Cryptography and privacy: protecting private data
You may have experienced this scenario yourself at a dinner party, being asked the question, “What do you work with?” For some, this natural conversation starter might not be that easy to answer. Personally, I often find myself in a similar position to the physicist Richard Feynman who was once asked in an interview, “What is magnetism?” and reflecting on the question’s complexity, took it upon himself to ask why ice is so slippery to illustrate how seemingly simple questions are often difficult to explain.
In recent years, I’ve been working in an area that is also hard to describe for a general audience: cryptography. I generally describe cryptography as a set of technologies that help us protect data. Often the discussion with my table partner goes further into privacy, the need for protection of people’s data and nowadays also would touch GDPR. Sometimes I am tired and give in by leaving the impression that I work with privacy-related matters. But more often than not, I try to explain that cryptography and privacy are different areas, and that I see cryptography as providing us with the tools necessary to make the processing and communication of private data secure.
Therein lies the connection with privacy and protection of people’s data. If my audience shows interest, I even dare to say that in many cases cryptography doesn’t ‘solve’ protection issues but hopefully turns them into more simplified problems, for example, by keeping just the key secret instead of the entire data secret when it is being stored or sent.
Cryptography does not solve privacy problems, but it is a useful tool
But imagine if my table partner turns out to be very interested in this area and asks about the types of technical solutions that address privacy and data ownership. Unfortunately, the evening is late so we cannot go through all tools in the crypto and security box, but I share some ways we are implementing protection. One way is to program our ICT systems to prevent people from getting access to data by enforcing rules: like login procedures and checking what role you have and then authorizing access or the ability to do processing. For many years, this has been the prevalent way of protecting data during use or processing.

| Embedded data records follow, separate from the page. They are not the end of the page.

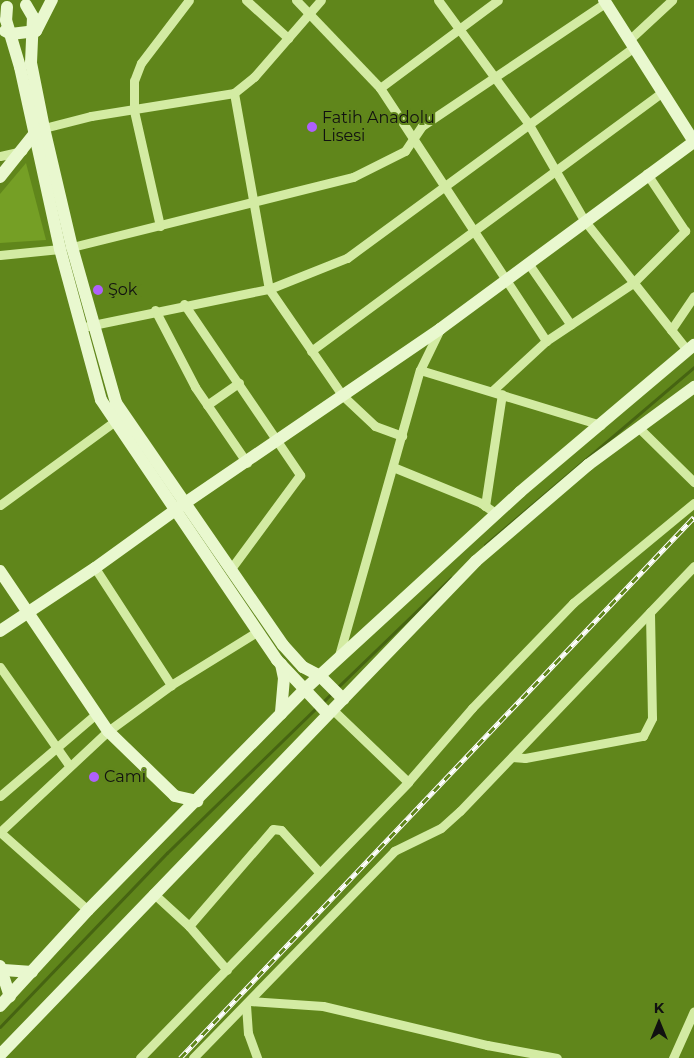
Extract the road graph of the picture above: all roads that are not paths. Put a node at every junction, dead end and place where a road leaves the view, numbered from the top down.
1 (52, 0) edge
2 (189, 0) edge
3 (246, 0) edge
4 (296, 0) edge
5 (321, 0) edge
6 (438, 0) edge
7 (672, 0) edge
8 (493, 1) edge
9 (30, 2) edge
10 (605, 2) edge
11 (3, 7) edge
12 (310, 12) junction
13 (459, 28) junction
14 (5, 31) edge
15 (31, 32) junction
16 (288, 38) junction
17 (631, 44) junction
18 (494, 76) junction
19 (380, 88) junction
20 (662, 92) junction
21 (234, 93) junction
22 (134, 112) junction
23 (528, 123) junction
24 (39, 130) junction
25 (414, 137) junction
26 (694, 142) edge
27 (22, 151) junction
28 (0, 156) edge
29 (556, 170) junction
30 (648, 174) junction
31 (0, 177) edge
32 (445, 185) junction
33 (252, 203) junction
34 (584, 220) junction
35 (160, 226) junction
36 (473, 231) junction
37 (66, 248) junction
38 (0, 255) edge
39 (528, 263) junction
40 (505, 282) junction
41 (633, 283) junction
42 (269, 289) junction
43 (694, 296) edge
44 (184, 304) junction
45 (155, 310) junction
46 (94, 325) junction
47 (571, 325) junction
48 (81, 327) junction
49 (440, 329) junction
50 (671, 330) junction
51 (546, 341) junction
52 (691, 347) edge
53 (311, 351) junction
54 (420, 370) junction
55 (239, 383) junction
56 (694, 387) edge
57 (492, 391) junction
58 (502, 394) junction
59 (342, 395) junction
60 (207, 405) junction
61 (114, 422) junction
62 (601, 425) junction
63 (640, 429) junction
64 (402, 436) junction
65 (279, 440) junction
66 (247, 463) junction
67 (393, 467) junction
68 (694, 482) edge
69 (694, 503) edge
70 (0, 505) edge
71 (181, 506) junction
72 (485, 506) junction
73 (497, 514) junction
74 (694, 566) edge
75 (95, 568) junction
76 (230, 570) junction
77 (0, 572) edge
78 (650, 612) junction
79 (28, 613) junction
80 (0, 631) edge
81 (258, 631) junction
82 (281, 664) junction
83 (336, 664) junction
84 (0, 667) edge
85 (323, 679) junction
86 (171, 685) junction
87 (307, 693) junction
88 (340, 696) junction
89 (328, 711) junction
90 (96, 714) junction
91 (281, 714) junction
92 (108, 731) junction
93 (56, 748) junction
94 (512, 756) junction
95 (69, 765) junction
96 (408, 782) junction
97 (0, 796) edge
98 (175, 796) junction
99 (198, 802) junction
100 (179, 821) junction
101 (0, 832) edge
102 (319, 872) junction
103 (153, 893) junction
104 (88, 910) junction
105 (189, 926) junction
106 (2, 968) edge
107 (227, 970) junction
108 (32, 972) junction
109 (10, 996) junction
110 (248, 1003) junction
111 (0, 1006) edge
112 (694, 1011) edge
113 (0, 1055) edge
114 (140, 1058) edge
115 (193, 1058) edge
116 (258, 1058) edge
117 (557, 1058) edge
118 (673, 1058) edge

1 - 15 street
2 - 22 street
3 - 16 street
4 - 12 street
5 - 12 street
6 - 13 street
7 - 17 street
8 - 13 street
9 - 11 street
9 - 15 street
10 - 17 street
10 - 18 street
11 - 14 street
12 - 16 street
12 - 19 street
13 - 18 street
13 - 19 street
14 - 15 street
14 - 24 street
15 - 24 street
16 - 21 street
17 - 20 street
17 - 23 street
18 - 23 street
18 - 25 street
19 - 25 street
20 - 26 street
20 - 29 street
21 - 22 street
21 - 33 street
22 - 24 street
22 - 35 street
23 - 29 street
23 - 32 street
24 - 27 street
24 - 37 street
25 - 32 street
25 - 33 street
26 - 30 street
27 - 28 street
27 - 31 street
29 - 34 street
29 - 36 street
30 - 34 street
30 - 41 street
32 - 36 street
32 - 42 street
33 - 35 street
33 - 42 street
34 - 39 street
34 - 41 street
35 - 37 street
36 - 40 street
36 - 53 street
37 - 38 street
37 - 46 street
37 - 48 street
39 - 40 street
39 - 47 street
40 - 49 street
40 - 51 street
41 - 47 street
41 - 50 street
42 - 44 street
42 - 53 street
43 - 50 street
44 - 45 street
44 - 55 street
45 - 46 street
45 - 60 street
46 - 48 street
46 - 71 street
47 - 51 street
48 - 61 street
49 - 54 street
49 - 59 street
50 - 52 street
51 - 57 street
52 - 62 street
53 - 59 street
54 - 57 street
54 - 64 street
55 - 60 street
55 - 65 street
56 - 63 street
57 - 58 street
58 - 62 street
58 - 72 street
59 - 64 street
59 - 65 street
60 - 66 street
61 - 70 street
61 - 71 street
62 - 73 street
63 - 68 street
63 - 88 street
64 - 67 street
65 - 66 street
65 - 76 street
66 - 71 street
67 - 72 street
67 - 83 street
69 - 96 street
71 - 75 street
71 - 76 street
71 - 81 street
72 - 73 street
73 - 83 street
74 - 78 street
75 - 79 street
75 - 86 street
76 - 85 street
77 - 79 street
78 - 94 street
78 - 94 street
79 - 80 street
79 - 90 street
81 - 82 street
81 - 86 street
82 - 87 street
82 - 91 street
83 - 85 street
84 - 93 street
85 - 87 street
85 - 88 street
86 - 92 street
87 - 89 street
87 - 91 street
88 - 89 street
89 - 96 street
89 - 103 street
90 - 92 street
90 - 93 street
91 - 99 street
92 - 95 street
92 - 98 street
93 - 95 street
93 - 97 street
94 - 110 street
95 - 101 street
96 - 102 street
98 - 99 street
98 - 100 street
99 - 100 street
100 - 104 street
101 - 104 street
102 - 105 street
102 - 107 street
103 - 105 street
103 - 113 street
104 - 108 street
105 - 107 street
106 - 108 street
106 - 109 street
107 - 114 street
108 - 109 street
109 - 111 street
110 - 115 street
110 - 116 street
110 - 117 street
112 - 118 street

But when transmitting data, either in space when talking about communication or in time when talking about storage, encryption has been an extremely helpful tool. But encryption has also become a tool used to improve the security of solutions that protect data when it is processed, especially if we want to use cloud. We will come to that a little further on.
Figure 1: Outsourcing computations – the problem
De-identification and crypto
Often people have questions related to the processing of data in public cloud systems, especially as the data contains privacy-related data in the form of names, credit card numbers, or international mobile subscriber identity (IMSI) numbers, etc. A natural approach is to try and do some form of de-identification of the data. How do we achieve this?
I decide to give some practical examples to my dinner partner. I explain that if the data items are not of any relevance for the processing, we can just remove them or randomize the values. But more often we want to do some statistics and other analysis using the privacy-related items as well. Then a technique we can use is anonymization, or alternatively pseudonymization. One must be aware that this may not address the problem 100 percent. Depending on the data, simple substitution anonymization may leave traces of information, which potentially could be harvested to identify a person. If the transformed data must be recoverable and when transformed must have the same format (for example, like a credit card number or IMSI number) Format Preserving Encryption (FPE) can be used.
Whilst this may sound simple, it isn’t technically and also the only algorithm that National Institute of Standards and Technology (NIST) still approves is FF1 from their SP 800-38g publication. Especially, since the use of that algorithm is guarded by expensive licenses. Hence in practice, one tries to see if anonymization only will do the job. FPE is an example of pseudonymization where the transformed data that may be linked to individuals uses a code, algorithm, or pseudonym.
Claiming data ownership
Here, there’s another interesting and useful property that comes with encryption: data ownership, if you own the key, you can decrypt. Cryptography can also show that you are the legitimate owner of the data. Here we come into the area of secure time stamping, digital ledger and blockchain systems, a topic that will fill yet another conversation. Also, digital watermarking can be considered, but the ‘graveyard of broken watermark schemes’ has quite a large body count.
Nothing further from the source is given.